Acesso em minha mão esquerda durante a cirurgia. A depilação é gratuita.
Se, ao ter dado entrada no pronto
socorro, eu já ficasse internado e saísse somente após ter sido realizada a
primeira cirurgia, o custo de todo o processo teria sido muito menor, além do
que, com a racionalização do tempo, sobraria espaço para atender a mais pessoas
com a mesma estrutura. Casos semelhantes ocorrem com outras pessoas e esse desperdício
de tempo é improdutivo, é dinheiro jogado fora. Nenhum governo vai resolver essa
situação, pois quem deveria cuidar disso, na maioria das vezes, vem do meio
médico e, para eles, isso é normal, é como a Gabriela, nasci assim, cresci assim, e
vai ser sempre assim. É preciso mudar a visão. Um administrador competente irá
atender ao paciente e o resto virá a reboque.

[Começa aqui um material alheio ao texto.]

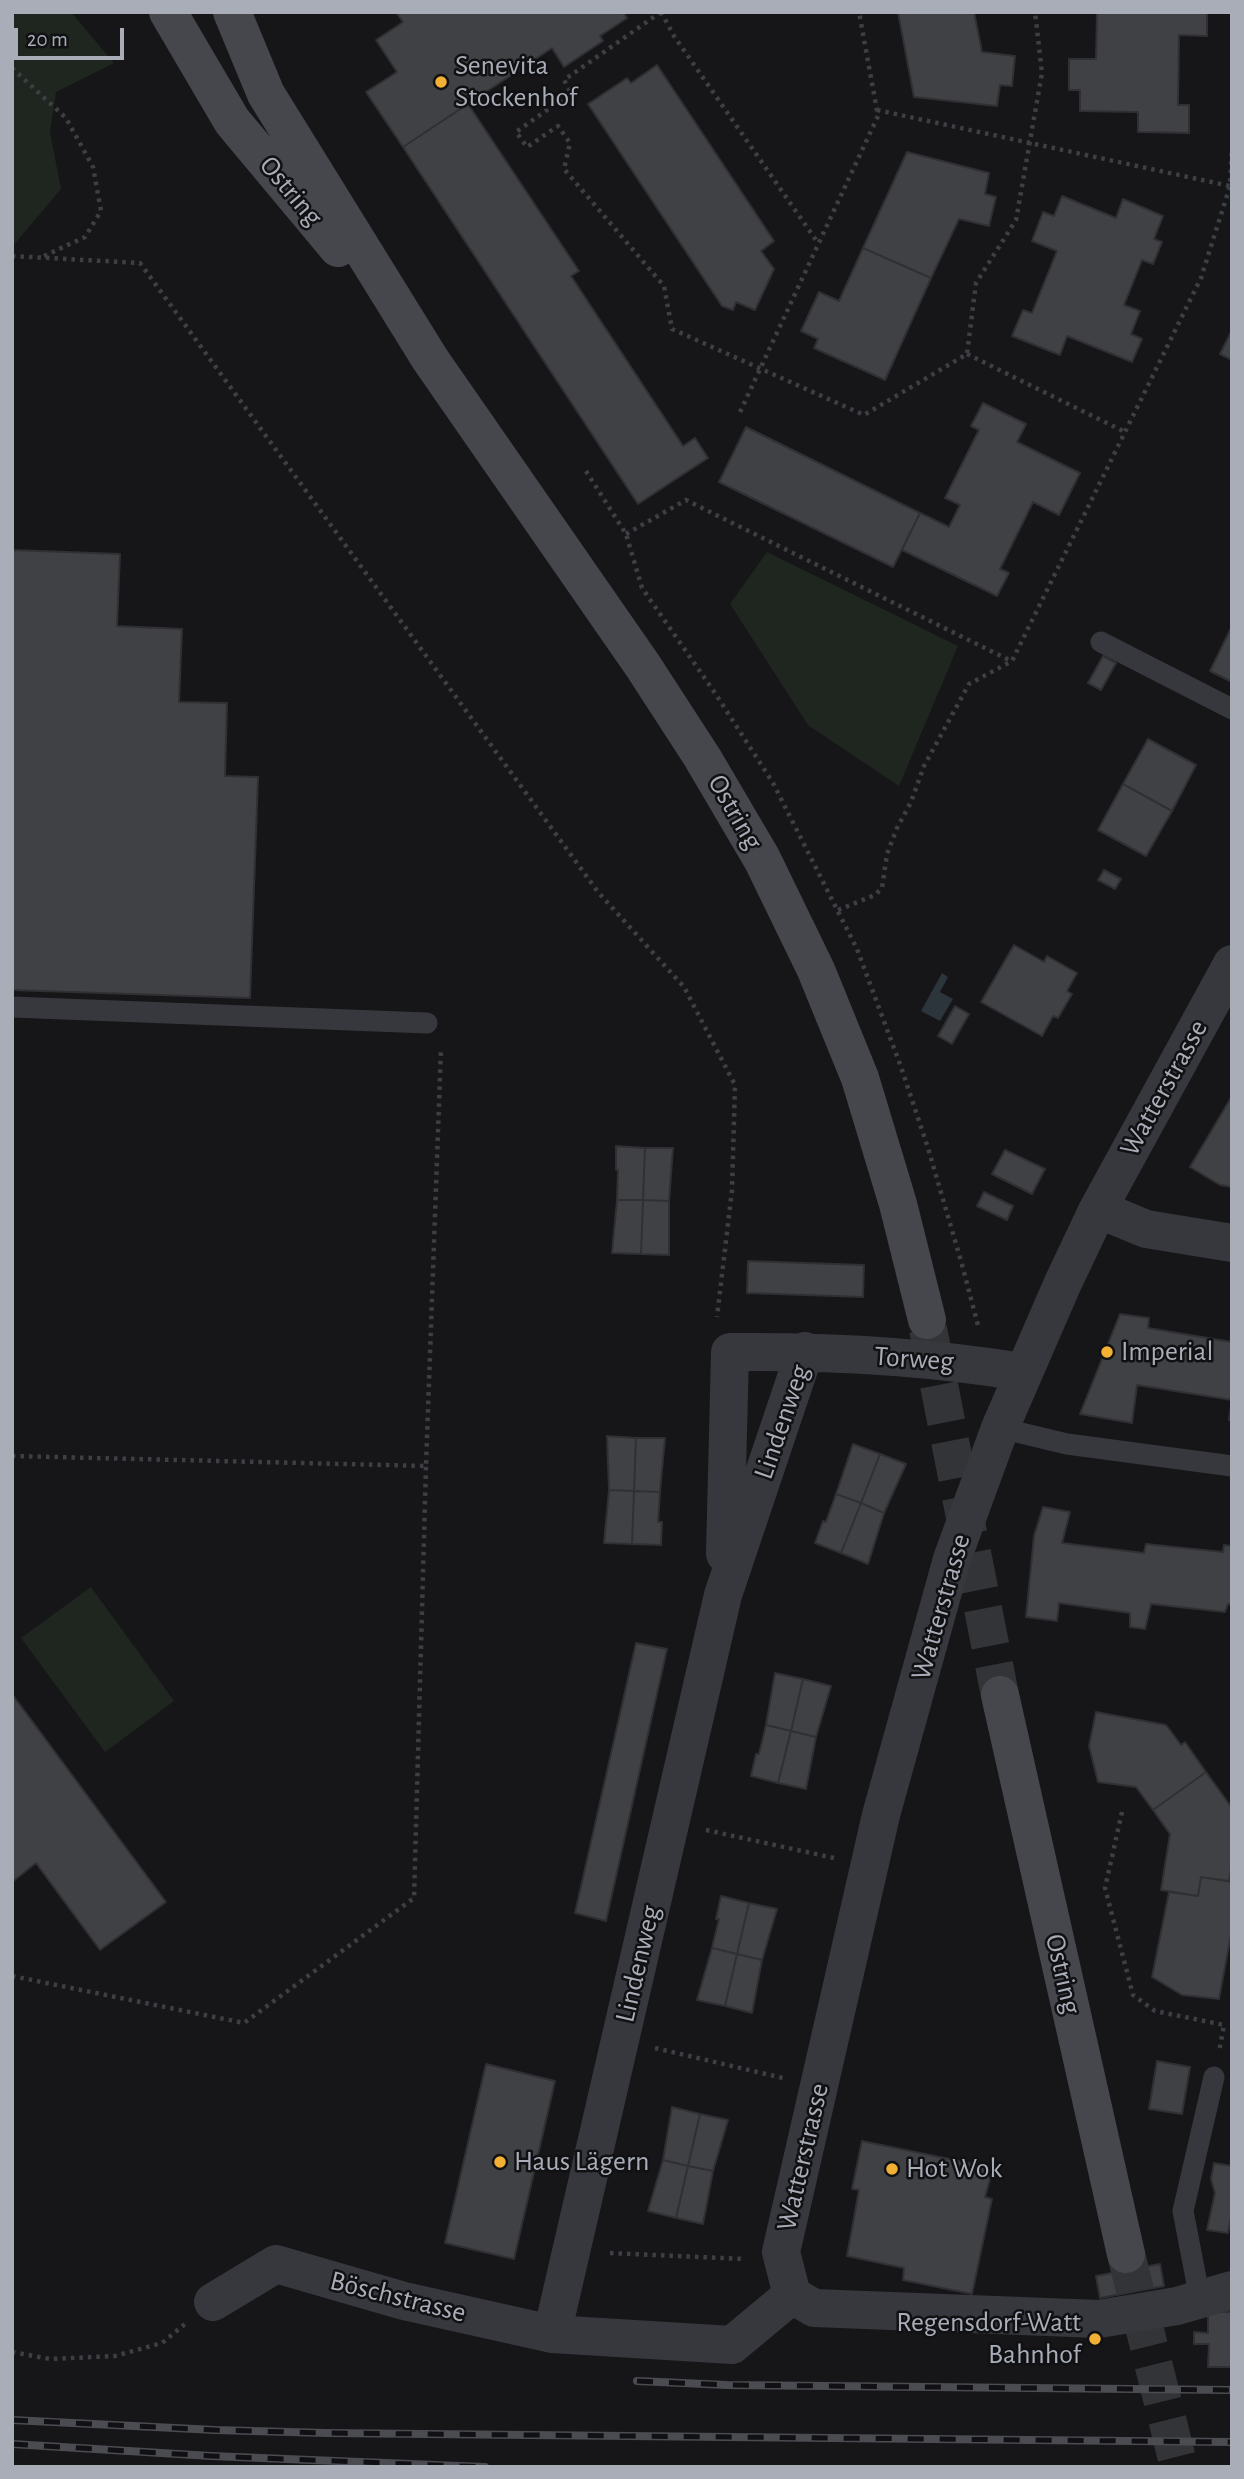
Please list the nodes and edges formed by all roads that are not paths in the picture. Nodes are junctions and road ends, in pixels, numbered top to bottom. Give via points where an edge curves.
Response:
1 (168, 12) edge
2 (232, 12) edge
3 (430, 359) junction
4 (1101, 642) dead end
5 (1232, 709) edge
6 (1232, 964) edge
7 (12, 1007) edge
8 (426, 1023) road end
9 (1098, 1209) junction
10 (1232, 1243) edge
11 (927, 1320) tunnel mouth
12 (805, 1351) junction
13 (1022, 1372) junction
14 (1000, 1428) junction
15 (1232, 1466) edge
16 (723, 1595) junction
17 (1000, 1695) tunnel mouth
18 (1213, 2077) road end
19 (1126, 2254) tunnel mouth
20 (1216, 2294) edge
21 (792, 2295) junction
22 (213, 2302) road end
23 (552, 2334) junction

1 - 3 main road, Ostring via 232,121
2 - 3 main road, Ostring via 266,94
3 - 11 main road, Ostring via 643,666 762,859 816,970 860,1078
4 - 5 lane
6 - 9 street, Watterstrasse
7 - 8 lane
9 - 10 street via 1146,1229
9 - 13 street, Watterstrasse
12 - 13 street, Torweg
12 - 16 street, Lindenweg
12 - 16 street, Lindenweg via 730,1352
13 - 14 street, Watterstrasse
14 - 15 lane via 1067,1444
14 - 21 street, Watterstrasse via 952,1559 881,1815 782,2252
16 - 23 street, Lindenweg
17 - 19 main road, Ostring
18 - 20 lane via 1183,2211
20 - 21 street via 1177,2306 1099,2319 814,2308
21 - 23 street, Böschstrasse via 732,2345
22 - 23 street, Böschstrasse via 276,2264 404,2301

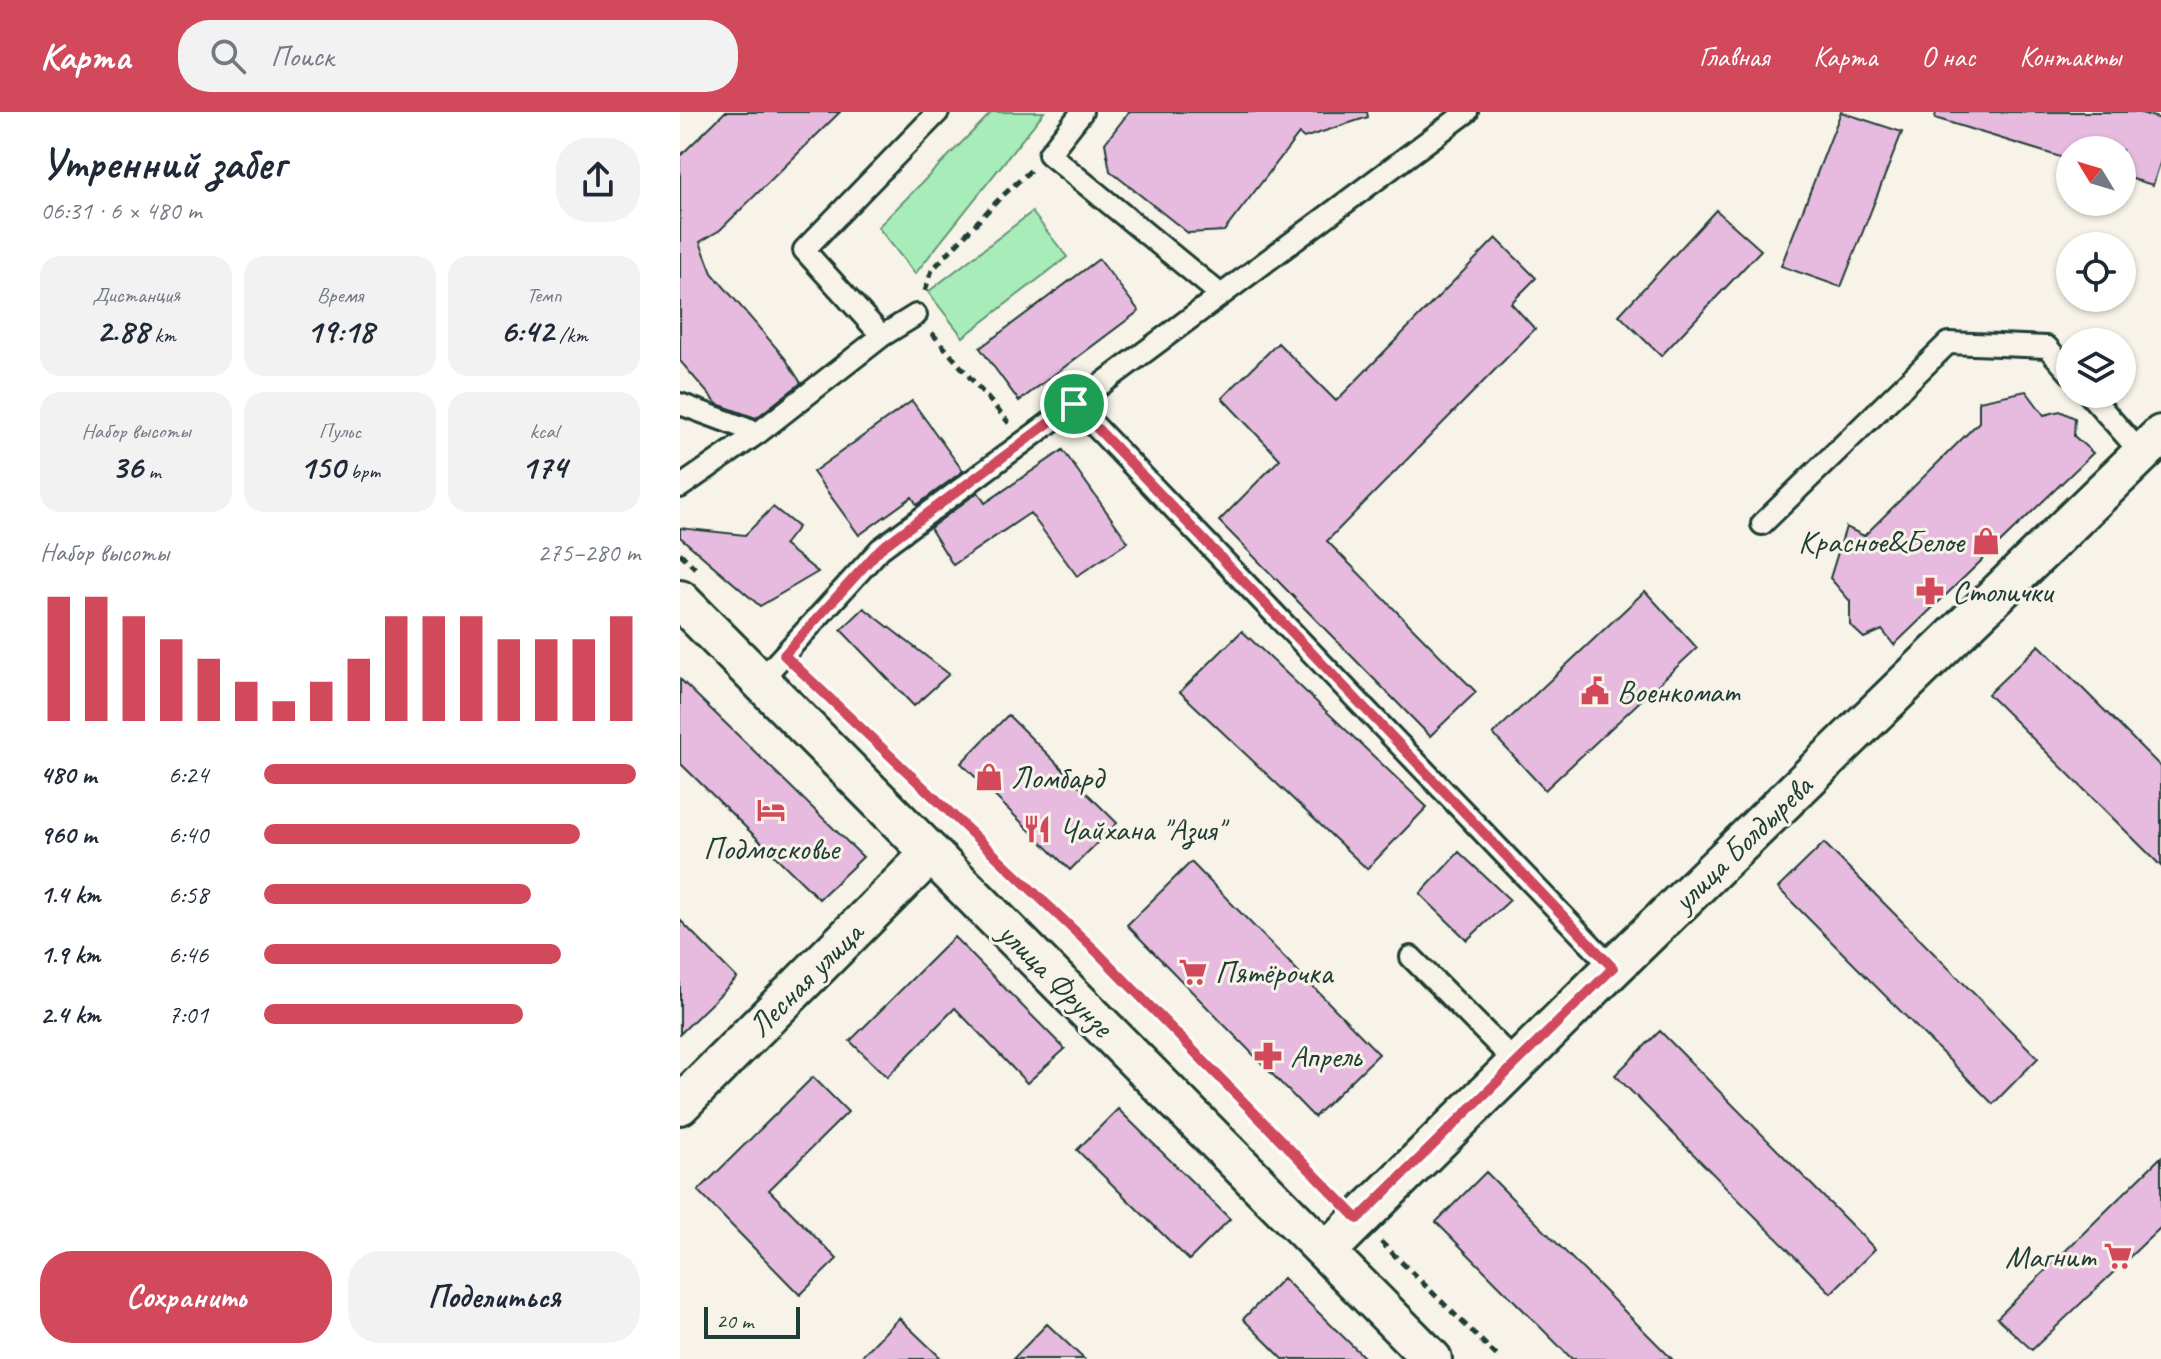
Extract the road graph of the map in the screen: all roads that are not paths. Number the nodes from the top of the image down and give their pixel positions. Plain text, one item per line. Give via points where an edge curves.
1 (938, 112) edge
2 (1082, 112) edge
3 (1443, 112) edge
4 (1467, 112) edge
5 (1418, 149) junction
6 (1221, 295) junction
7 (916, 315) road end
8 (882, 336) junction
9 (2056, 357) edge
10 (680, 404) edge
11 (1074, 404) junction
12 (2106, 408) edge
13 (758, 433) junction
14 (2152, 445) edge
15 (680, 487) edge
16 (1762, 524) dead end
17 (690, 587) edge
18 (760, 681) junction
19 (931, 853) junction
20 (1411, 957) dead end
21 (1613, 968) junction
22 (1517, 1064) junction
23 (680, 1105) edge
24 (1326, 1252) junction
25 (1432, 1359) edge

1 - 8 lane via 804,250
2 - 6 lane via 1049,154
3 - 5 lane
4 - 5 lane
5 - 6 lane
6 - 11 lane
7 - 8 lane
8 - 13 lane
9 - 16 lane via 2047,347 1948,343
10 - 13 lane
11 - 18 lane via 880,549
11 - 21 lane
12 - 14 lane
13 - 15 lane
14 - 21 street, улица Болдырева
17 - 18 street, улица Фрунзе
18 - 19 street, улица Фрунзе
19 - 23 street, Лесная улица
19 - 24 street, улица Фрунзе
20 - 22 lane
21 - 22 street, улица Болдырева
22 - 24 street, улица Болдырева
24 - 25 street, улица Фрунзе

E o pior, durante a noite em que
passei no hospital, perdi o sono por volta das 2h da madrugada e fiquei
pensando em tudo isso e, ao final, me senti envergonhado. Sim, envergonhado por
não me sentir merecedor de estar em um quarto só para mim, sendo atendido por profissionais
atenciosos e competentes, e sabendo que há pessoas sendo atendidas em
corredores, isso é, quando conseguem ser atendidas. E eu, ao contrário, se
quisesse, poderia estar sendo assistido por um acompanhante para o qual até lanche,
jantar e café da manhã foram oferecidos. Esse sentimento doeu mais do que a
cirurgia.
Mas como em tudo a gente precisa conquistar
algo positivo, entre as idas, vindas e espera, li um livro e meio, cerca de 800
páginas, daquelas densas, pois ainda sou daqueles que preferem um bom livro a besteiras da
internet.
Na sexta-feira será a segunda intervenção. Espero que resolva.